生中より朝中
「フットボーラーたるもの、酒には気をつけないとな」
20歳になったばかりの決野には、誘惑が多い。
「ツバっさん、禁酒とまでは行かなくとも、毎晩は危険っスよ」
千田はまだ19歳だが、酒に溺れて身を滅ぼす先輩らを見てきている。
「まだラーメンのほうが可愛げがありますね」
30前に引退する選手がほとんどだとノボルも諦観している。アラサーもアサラーだ。
「朝ラーメン食べれる店が出て来たよな」
24時間営業だったりする。
「それなんスけど、牛丼チェーンは朝からガッツリイケるのに、中華のそういう店舗が無いっスよね」
せいぜい、10時オープンである。
「ああ~、朝の8時くらいにめっちゃチャーハン食べたい時ありますよ!」
朝チャーである。
「健康的にどうなんだろうな(笑)」
胃袋が丈夫でないと厳しいだろう。

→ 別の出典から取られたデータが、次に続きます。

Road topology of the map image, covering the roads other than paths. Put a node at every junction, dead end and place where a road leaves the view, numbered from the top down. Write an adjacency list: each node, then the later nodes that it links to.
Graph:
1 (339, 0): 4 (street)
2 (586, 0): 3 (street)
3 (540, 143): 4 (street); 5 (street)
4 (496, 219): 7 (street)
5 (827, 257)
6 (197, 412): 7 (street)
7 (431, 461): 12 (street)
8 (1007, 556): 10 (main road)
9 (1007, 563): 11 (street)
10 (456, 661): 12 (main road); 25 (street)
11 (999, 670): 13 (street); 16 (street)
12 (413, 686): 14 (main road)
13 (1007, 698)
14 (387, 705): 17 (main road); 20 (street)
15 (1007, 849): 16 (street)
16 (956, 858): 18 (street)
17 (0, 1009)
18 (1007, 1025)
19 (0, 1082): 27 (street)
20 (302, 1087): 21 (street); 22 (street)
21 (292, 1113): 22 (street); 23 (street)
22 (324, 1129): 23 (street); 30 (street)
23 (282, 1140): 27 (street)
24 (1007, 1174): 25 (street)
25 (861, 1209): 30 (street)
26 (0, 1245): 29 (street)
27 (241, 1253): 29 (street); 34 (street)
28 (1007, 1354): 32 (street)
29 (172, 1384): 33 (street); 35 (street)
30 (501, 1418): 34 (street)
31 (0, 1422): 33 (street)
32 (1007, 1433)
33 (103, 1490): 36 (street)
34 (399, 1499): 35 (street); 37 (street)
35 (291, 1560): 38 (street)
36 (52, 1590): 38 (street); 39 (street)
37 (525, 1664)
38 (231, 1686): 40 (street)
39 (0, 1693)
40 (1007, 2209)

食べたくなるのは健康の証か。
「食べたいですけど、食文化とか破壊しにきてる感はあるっスよね~」
ただ、朝食バイキングが物足りないという人は一定数いる。
「お前、マシュマロマンみたいになっても知らないぞ?」
千田は筋肉マンだが、ボディビルダーのような極端な食事制限はしていない。
「商売として成り立つかは分かんないんですけど、朝マックに行って肩透かしを食らう人はいると思うんですよね」
昼メニューと比べて、大幅にカロリーダウンだ。
「朝からビッグマックか? 頼もしさはあるな」
そうはならんやろ。
「可能性あるとしたら、モーニングやってる喫茶店っスかね」
朝、ミニラーメンの付いてくる店もある。
「チャーハンはレンチンぽいですね」
さすがにラッシュアワー時に中華鍋を振れるゆとりがない。
「AモーニングとかBモーニングとか固定すりゃ、ありえるかもな」
そんなに朝中を食べたいのか。
「夏バテ防止やスタミナ増強に向いてると思うっスけどね~」
運動量の多い彼らだから、許されるのだろう。
「中華弁当とか中華おせちも確かに美味しいです!」
なんでもジャパナイズして進化させる国民性である。
どこの国の料理が好きかという次元なら、かわいいものだ。
地球上では、どこどこの国が優れているという序列は付けられないだろう。だが、一国内に限って言えば、何が優先されるのかは自明である。世界を日本に置き換えてみればいい。青森県政が青森県民を差し置いて、宮崎県民を優遇したりはしないし、あってはならない。